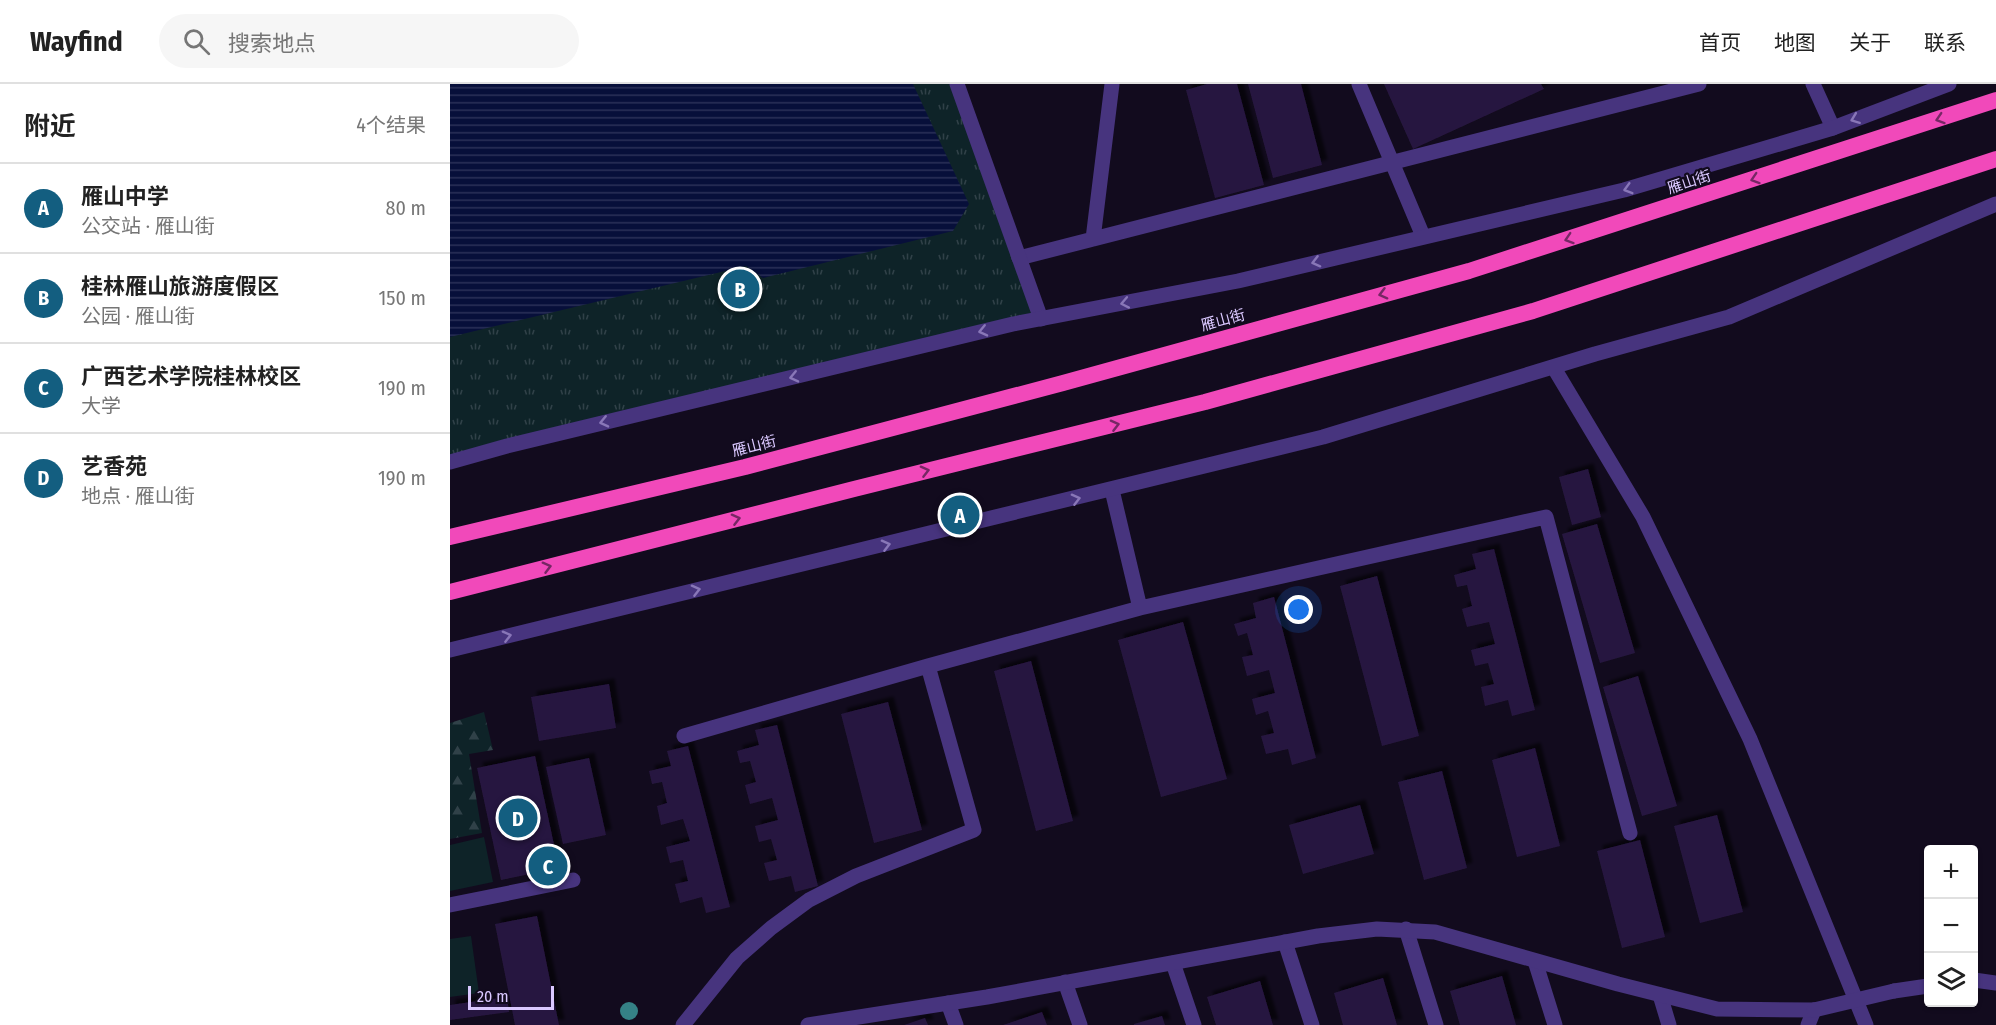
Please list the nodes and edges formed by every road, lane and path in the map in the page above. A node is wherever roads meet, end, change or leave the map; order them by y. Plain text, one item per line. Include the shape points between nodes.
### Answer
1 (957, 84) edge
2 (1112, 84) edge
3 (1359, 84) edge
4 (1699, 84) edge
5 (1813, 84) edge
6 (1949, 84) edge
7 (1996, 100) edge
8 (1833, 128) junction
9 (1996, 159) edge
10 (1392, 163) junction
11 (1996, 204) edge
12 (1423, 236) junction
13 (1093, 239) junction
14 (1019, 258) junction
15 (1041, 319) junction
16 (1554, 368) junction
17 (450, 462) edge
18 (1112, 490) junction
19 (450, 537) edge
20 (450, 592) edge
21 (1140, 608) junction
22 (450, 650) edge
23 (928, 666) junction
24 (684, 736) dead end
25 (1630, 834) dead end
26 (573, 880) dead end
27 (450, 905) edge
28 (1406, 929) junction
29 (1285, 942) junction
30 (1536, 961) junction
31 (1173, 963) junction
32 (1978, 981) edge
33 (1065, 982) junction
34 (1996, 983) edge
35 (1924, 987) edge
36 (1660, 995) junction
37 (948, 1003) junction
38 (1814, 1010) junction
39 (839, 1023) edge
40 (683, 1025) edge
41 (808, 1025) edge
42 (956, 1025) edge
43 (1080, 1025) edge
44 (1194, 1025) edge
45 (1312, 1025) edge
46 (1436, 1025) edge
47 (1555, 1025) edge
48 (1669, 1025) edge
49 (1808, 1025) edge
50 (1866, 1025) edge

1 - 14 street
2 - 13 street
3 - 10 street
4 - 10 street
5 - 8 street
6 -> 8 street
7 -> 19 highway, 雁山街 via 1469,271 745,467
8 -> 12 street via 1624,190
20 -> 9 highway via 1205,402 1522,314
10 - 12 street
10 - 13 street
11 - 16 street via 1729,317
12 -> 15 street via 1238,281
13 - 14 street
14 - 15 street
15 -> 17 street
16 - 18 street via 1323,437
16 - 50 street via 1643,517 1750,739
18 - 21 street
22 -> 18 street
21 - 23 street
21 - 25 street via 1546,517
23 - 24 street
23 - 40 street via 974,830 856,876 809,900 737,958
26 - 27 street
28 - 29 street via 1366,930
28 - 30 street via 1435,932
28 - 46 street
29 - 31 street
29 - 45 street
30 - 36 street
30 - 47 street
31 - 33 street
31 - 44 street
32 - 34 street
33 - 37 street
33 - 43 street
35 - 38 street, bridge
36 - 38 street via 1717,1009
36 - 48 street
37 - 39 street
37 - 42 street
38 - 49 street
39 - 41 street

WHAT TO WORK ON: All lines holding the word "dead" must be copied from the data.

SOLUTION TO THE EXERCISE:
24 (684, 736) dead end
25 (1630, 834) dead end
26 (573, 880) dead end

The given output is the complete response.